About a third of the bread that we buy gets tossed out or fed to ducks that don't care if it's stale or gets moldy. You just can't win with bread: either you keep it moist and gross stuff grows on it, or you dry it out and it turns into a rock. A Texas company says it has a solution, in the form of a huge homogenized microwave cannon.
Microwaves, being radiation, work quite well at killing things like fungi. The reason that you can't use your microwave to kill fungi is that your microwave sucks, and due to the wavelength of the microwaves used in microwave ovens (just under five inches), you get hot spots and cold spots that show up at half of that wavelength. Microzap's microwave chamber, on the other hand, works differently, and much better. CEO Don Stull explains:
"We introduce the microwave frequencies in different ways, through a slotted radiator.

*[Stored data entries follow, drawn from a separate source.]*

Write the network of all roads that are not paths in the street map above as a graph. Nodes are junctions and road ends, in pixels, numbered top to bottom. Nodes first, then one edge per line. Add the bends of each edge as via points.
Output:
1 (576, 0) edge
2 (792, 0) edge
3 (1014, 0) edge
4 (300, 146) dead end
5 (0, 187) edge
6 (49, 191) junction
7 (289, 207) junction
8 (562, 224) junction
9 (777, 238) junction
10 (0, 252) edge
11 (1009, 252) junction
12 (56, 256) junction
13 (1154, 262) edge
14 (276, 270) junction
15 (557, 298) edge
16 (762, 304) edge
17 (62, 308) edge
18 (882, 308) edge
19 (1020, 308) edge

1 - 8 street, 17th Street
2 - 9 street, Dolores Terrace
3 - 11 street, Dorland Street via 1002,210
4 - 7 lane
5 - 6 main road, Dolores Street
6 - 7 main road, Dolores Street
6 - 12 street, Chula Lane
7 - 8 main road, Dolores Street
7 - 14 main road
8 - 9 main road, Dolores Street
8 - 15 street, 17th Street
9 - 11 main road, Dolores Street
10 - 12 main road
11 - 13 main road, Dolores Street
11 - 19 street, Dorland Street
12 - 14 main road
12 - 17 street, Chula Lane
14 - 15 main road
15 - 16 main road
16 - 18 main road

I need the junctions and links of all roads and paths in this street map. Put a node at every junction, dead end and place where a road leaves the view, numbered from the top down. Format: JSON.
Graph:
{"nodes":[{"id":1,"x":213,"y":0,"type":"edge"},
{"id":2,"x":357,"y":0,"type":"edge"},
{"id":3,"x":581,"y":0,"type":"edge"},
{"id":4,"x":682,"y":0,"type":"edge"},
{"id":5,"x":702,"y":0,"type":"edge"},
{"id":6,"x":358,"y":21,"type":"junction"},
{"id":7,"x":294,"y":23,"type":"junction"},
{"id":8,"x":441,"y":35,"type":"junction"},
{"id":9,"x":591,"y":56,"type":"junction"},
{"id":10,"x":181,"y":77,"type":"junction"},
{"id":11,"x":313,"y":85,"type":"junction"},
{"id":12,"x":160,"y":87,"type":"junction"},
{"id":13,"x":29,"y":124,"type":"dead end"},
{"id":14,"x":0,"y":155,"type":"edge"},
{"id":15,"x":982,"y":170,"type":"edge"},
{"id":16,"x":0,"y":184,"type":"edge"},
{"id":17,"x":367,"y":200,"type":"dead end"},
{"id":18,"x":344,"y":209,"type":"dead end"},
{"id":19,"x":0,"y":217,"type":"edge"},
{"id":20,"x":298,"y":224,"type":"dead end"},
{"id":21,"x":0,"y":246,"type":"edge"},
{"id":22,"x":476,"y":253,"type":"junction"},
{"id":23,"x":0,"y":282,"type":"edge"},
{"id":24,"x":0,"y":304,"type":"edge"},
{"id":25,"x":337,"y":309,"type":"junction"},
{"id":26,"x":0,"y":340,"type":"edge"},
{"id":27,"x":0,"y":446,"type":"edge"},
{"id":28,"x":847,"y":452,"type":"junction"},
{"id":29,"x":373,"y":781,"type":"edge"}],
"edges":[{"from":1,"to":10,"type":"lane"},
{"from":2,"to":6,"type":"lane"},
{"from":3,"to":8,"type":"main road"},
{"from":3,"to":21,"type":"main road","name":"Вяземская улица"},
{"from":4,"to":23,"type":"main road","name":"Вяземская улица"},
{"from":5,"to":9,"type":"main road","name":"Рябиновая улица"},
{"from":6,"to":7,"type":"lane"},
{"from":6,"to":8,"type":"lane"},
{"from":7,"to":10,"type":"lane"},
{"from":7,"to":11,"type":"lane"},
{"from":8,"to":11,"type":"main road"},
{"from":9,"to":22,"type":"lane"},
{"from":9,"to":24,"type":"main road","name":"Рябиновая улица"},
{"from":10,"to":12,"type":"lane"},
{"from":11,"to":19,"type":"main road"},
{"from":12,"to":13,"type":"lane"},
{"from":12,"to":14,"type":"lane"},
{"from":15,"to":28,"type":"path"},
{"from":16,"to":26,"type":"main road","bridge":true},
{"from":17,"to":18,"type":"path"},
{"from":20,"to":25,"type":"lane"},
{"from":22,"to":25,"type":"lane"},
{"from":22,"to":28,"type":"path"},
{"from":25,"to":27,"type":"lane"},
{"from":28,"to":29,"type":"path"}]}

We get a basically homogeneous signal density in our chamber - in other words, we don't get the hot and cold spots you get in your home microwave."
This homogeneous signal effectively murders the fungi that causes bread mold in 10 seconds flat, and in testing, the bread was as mold free after 60 days as it was the day after it came out of the oven all fresh-baked and yummy. Since there are no spores in the bread, you can keep it moist for much longer without having to worry about it going bad, meaning that you won't have to deal with that cardboard taste and five-Mohs texture. And in an added bonus, this means that you can do away with most of the artificial preservatives that store-bought bread gets contaminated with.
Microzap says that its attracted lots of interest from bread manufacturers, but the microwave sterilization system works for all kinds of other food too. It's good for vegetables, meats, and most fruits, except for cantaloupes, because they're made of pure evil that not even microwaves can make safe to eat.